Ventura tiene a chiarire come avviene il passaggio dal monitoraggio mensile al dato certificato possa comportare lievi variazioni numeriche. “Quando si chiudono i dati attività a livello nazionale possono esserci piccoli scostamenti, per esempio passare da 208 mila a 209 mila unità – spiega -. È una dinamica fisiologica che si ripete ogni anno e che serve proprio a rendere il dato definitivo e validato”.
Tra programmazione e appropriatezza
Un elemento che la dirigente sottolinea con forza è la capacità di programmazione raggiunta negli ultimi anni.“Dalla comunicazione ufficiale del Centro Nazionale Sangue emerge che la Sicilia è assolutamente in linea con le proprie previsioni. Questo significa che abbiamo saputo programmare correttamente la produzione, perché oggi abbiamo sempre più chiara la necessità assistenziale, il numero di emazie di cui il sistema sanitario ha bisogno e il livello di risposta che dobbiamo garantire”.
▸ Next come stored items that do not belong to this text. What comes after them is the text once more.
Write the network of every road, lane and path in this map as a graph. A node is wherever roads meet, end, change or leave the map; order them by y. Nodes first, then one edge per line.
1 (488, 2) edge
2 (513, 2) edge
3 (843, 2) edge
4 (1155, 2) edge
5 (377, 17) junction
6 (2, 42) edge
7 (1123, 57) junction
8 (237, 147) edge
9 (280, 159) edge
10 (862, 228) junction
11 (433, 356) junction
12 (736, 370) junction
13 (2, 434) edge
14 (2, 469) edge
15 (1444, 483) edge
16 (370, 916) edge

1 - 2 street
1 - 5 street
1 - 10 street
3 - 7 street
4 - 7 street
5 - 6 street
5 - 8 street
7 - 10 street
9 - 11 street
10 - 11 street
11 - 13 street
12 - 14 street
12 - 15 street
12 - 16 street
Accanto alla stabilità della raccolta, emerge anche un miglioramento nell’utilizzo del sangue.
“Registriamo una lieve riduzione del numero di trasfusioni effettuate, ma questo è un dato positivo – evidenzia -. Vuol dire che vengono evitate trasfusioni non necessarie e che l’atto trasfusionale è sempre più appropriato. È una crescita che la Regione ha costruito nel tempo e che oggi ci consente di raggiungere risultati solidi”.
Il valore della memoria
“Le giornate di commemorazione dedicate a Giovanni Falcone, Paolo Borsellino e Rosario Livatino hanno avuto un impatto molto forte sulla donazione di sangue e plasma. In quei momenti abbiamo visto tante persone avvicinarsi alla donazione per la prima volta, trasformando il ricordo in un gesto concreto, utile agli altri e alla collettività. Parliamo di un vero intervento educativo che va oltre l’emergenza sanitaria, perché richiama il senso civico, la responsabilità individuale e il valore delle scelte quotidiane. Anche la targa dedicata ai giudici rientra in questo percorso”, sottolinea Giacomo Scalzo, dirigente generale del Dipartimento Attività sanitarie e Osservatorio epidemiologico della Regione Siciliana.
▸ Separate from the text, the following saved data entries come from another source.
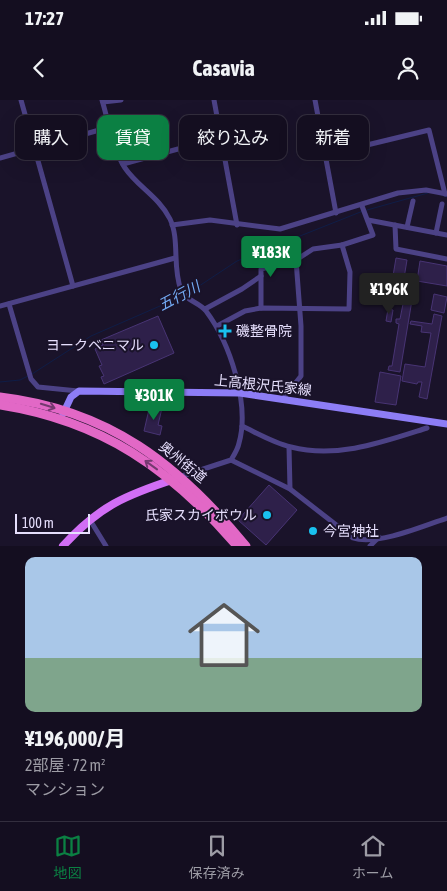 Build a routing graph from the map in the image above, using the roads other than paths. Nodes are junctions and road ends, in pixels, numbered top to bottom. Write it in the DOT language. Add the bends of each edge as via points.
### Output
graph roads {
  1 [pos="21,100"];
  2 [pos="122,100"];
  3 [pos="214,100"];
  4 [pos="315,100"];
  5 [pos="102,101"];
  6 [pos="25,115"];
  7 [pos="106,115"];
  8 [pos="318,115"];
  9 [pos="369,145"];
  10 [pos="178,149"];
  11 [pos="15,154"];
  12 [pos="0,158"];
  13 [pos="37,160"];
  14 [pos="122,160"];
  15 [pos="326,160"];
  16 [pos="123,164"];
  17 [pos="446,194"];
  18 [pos="412,201"];
  19 [pos="442,204"];
  20 [pos="362,206"];
  21 [pos="336,213"];
  22 [pos="368,220"];
  23 [pos="172,225"];
  24 [pos="237,225"];
  25 [pos="395,225"];
  26 [pos="408,227"];
  27 [pos="436,233"];
  28 [pos="447,235"];
  29 [pos="342,245"];
  30 [pos="175,258"];
  31 [pos="447,259"];
  32 [pos="296,260"];
  33 [pos="261,276"];
  34 [pos="73,286"];
  35 [pos="9,304"];
  36 [pos="0,306"];
  37 [pos="298,307"];
  38 [pos="261,308"];
  39 [pos="205,309"];
  40 [pos="217,326"];
  41 [pos="79,392"];
  42 [pos="240,393"];
  43 [pos="0,396"];
  44 [pos="283,399"];
  45 [pos="0,405"];
  46 [pos="63,415"];
  47 [pos="447,424"];
  48 [pos="242,426"];
  49 [pos="427,428"];
  50 [pos="289,447"];
  51 [pos="231,460"];
  52 [pos="182,476"];
  53 [pos="172,480"];
  54 [pos="290,489"];
  55 [pos="447,518"];
  56 [pos="90,520"];
  57 [pos="379,537"];
  58 [pos="64,546"];
  59 [pos="106,546"];
  60 [pos="237,546"];
  61 [pos="246,546"];
  62 [pos="370,546"];
  1 -- 6 [label="street"];
  2 -- 5 [label="street"];
  3 -- 24 [label="street"];
  4 -- 8 [label="street"];
  5 -- 7 [label="street"];
  9 -- 17 [label="street" via="429,130"];
  10 -- 16 [label="street"];
  11 -- 12 [label="street"];
  13 -- 34 [label="street"];
  14 -- 16 [label="street"];
  15 -- 21 [label="street"];
  16 -- 23 [label="street" via="161,205"];
  17 -- 20 [label="street" via="426,190 398,194"];
  18 -- 26 [label="street"];
  19 -- 27 [label="street"];
  20 -- 21 [label="street"];
  20 -- 22 [label="street"];
  21 -- 24 [label="street" via="280,229"];
  22 -- 25 [label="street"];
  22 -- 29 [label="street" via="373,235"];
  23 -- 24 [label="street" via="210,220"];
  23 -- 30 [label="street"];
  25 -- 26 [label="street"];
  25 -- 31 [label="street" via="396,250"];
  26 -- 27 [label="street"];
  27 -- 28 [label="street"];
  29 -- 32 [label="street" via="313,249"];
  29 -- 37 [label="street" via="350,272 349,309"];
  30 -- 34 [label="street"];
  30 -- 39 [label="street" via="182,291"];
  32 -- 33 [label="street" via="261,269"];
  32 -- 37 [label="street"];
  33 -- 38 [label="street"];
  33 -- 39 [label="street"];
  34 -- 35 [label="street"];
  35 -- 36 [label="street"];
  35 -- 41 [label="street" via="31,379 38,387"];
  37 -- 38 [label="street"];
  37 -- 44 [label="street" via="301,376"];
  38 -- 40 [label="street" via="245,311"];
  39 -- 40 [label="street"];
  40 -- 42 [label="street" via="227,345"];
  41 -- 42 [label="main road, 上高根沢氏家線"];
  41 -- 46 [label="main road" via="71,397"];
  42 -- 44 [label="main road, 上高根沢氏家線"];
  42 -- 48 [label="street"];
  43 -- 46 [label="highway, 奥州街道, one-way" via="42,404"];
  44 -- 47 [label="main road, 上高根沢氏家線"];
  45 -- 46 [label="highway, 奥州街道"];
  46 -- 52 [label="highway, 奥州街道" via="107,427"];
  53 -- 46 [label="highway, 奥州街道, one-way" via="125,447"];
  48 -- 50 [label="street"];
  48 -- 51 [label="street" via="239,444"];
  49 -- 50 [label="street" via="370,446 317,452"];
  50 -- 54 [label="street"];
  51 -- 52 [label="street"];
  51 -- 54 [label="street"];
  52 -- 53 [label="main road"];
  52 -- 61 [label="highway, 奥州街道"];
  53 -- 56 [label="main road" via="128,494"];
  53 -- 60 [label="highway, 奥州街道"];
  54 -- 57 [label="street" via="353,538"];
  55 -- 57 [label="street"];
  56 -- 58 [label="main road"];
  56 -- 59 [label="street"];
  57 -- 62 [label="street"];
}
“Non è tanto il dato numerico, né l’aver portato la Sicilia tra le prime regioni d’Italia per donazioni di sangue e plasma, l’aspetto più rilevante – prosegue – quanto l’essere riusciti a trasformare la donazione in un atto profondamente educativo, capace di tenere viva la memoria delle donne e degli uomini uccisi dalla mafia. Un gesto che consente di dare continuità a quel sacrificio e di tradurlo in responsabilità concreta verso gli altri, secondo il principio ‘dal sangue versato al sangue donato’, che trova senso nel donarsi per la vita altrui”.
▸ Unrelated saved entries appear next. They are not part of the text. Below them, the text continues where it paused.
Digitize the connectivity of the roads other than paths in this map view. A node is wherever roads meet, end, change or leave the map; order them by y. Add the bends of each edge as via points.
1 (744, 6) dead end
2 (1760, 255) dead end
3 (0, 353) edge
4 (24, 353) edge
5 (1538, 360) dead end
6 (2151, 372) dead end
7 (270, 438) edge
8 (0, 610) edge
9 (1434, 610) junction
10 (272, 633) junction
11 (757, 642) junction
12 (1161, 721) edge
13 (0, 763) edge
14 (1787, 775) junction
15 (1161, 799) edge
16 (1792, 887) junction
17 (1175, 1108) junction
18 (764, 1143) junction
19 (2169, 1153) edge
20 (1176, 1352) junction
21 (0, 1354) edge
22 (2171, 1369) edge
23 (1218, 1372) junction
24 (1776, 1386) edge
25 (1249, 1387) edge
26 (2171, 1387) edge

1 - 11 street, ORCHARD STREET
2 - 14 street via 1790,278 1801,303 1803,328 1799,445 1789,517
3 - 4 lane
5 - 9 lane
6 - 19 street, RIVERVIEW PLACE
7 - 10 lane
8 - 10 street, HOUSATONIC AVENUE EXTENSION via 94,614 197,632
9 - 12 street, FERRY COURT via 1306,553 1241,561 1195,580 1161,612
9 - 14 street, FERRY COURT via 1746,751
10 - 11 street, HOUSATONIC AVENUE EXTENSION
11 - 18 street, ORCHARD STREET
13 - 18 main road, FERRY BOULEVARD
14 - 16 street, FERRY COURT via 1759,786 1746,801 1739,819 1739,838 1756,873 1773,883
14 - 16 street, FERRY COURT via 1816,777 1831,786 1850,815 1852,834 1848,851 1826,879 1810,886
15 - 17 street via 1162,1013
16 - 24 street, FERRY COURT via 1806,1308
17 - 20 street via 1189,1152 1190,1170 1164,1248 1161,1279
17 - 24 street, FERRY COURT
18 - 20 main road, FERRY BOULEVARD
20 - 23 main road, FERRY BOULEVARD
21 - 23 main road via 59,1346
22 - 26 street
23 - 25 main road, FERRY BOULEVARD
“È quindi doveroso ringraziare tutti i donatori. Ma anche gli operatori sanitari che ogni giorno garantiscono il funzionamento dei servizi trasfusionali, il personale dell’Assessorato regionale della Salute che sostiene e coordina questo lavoro e le associazioni che svolgono un ruolo fondamentale nella promozione della donazione – ribadisce -. La loro risposta dimostra che la memoria, quando è vissuta in modo attivo, produce effetti reali, rafforza il Sistema sanitario e contribuisce a costruire una coscienza civile più solida”.
“In una fase storica in cui la disponibilità di plasma rappresenta una criticità a livello europeo, il contributo dei siciliani assume un valore ancora più significativo sul piano sanitario e organizzativo, e si riconosce nei valori fondamentali della solidarietà e della responsabilità”, conclude Scalzo.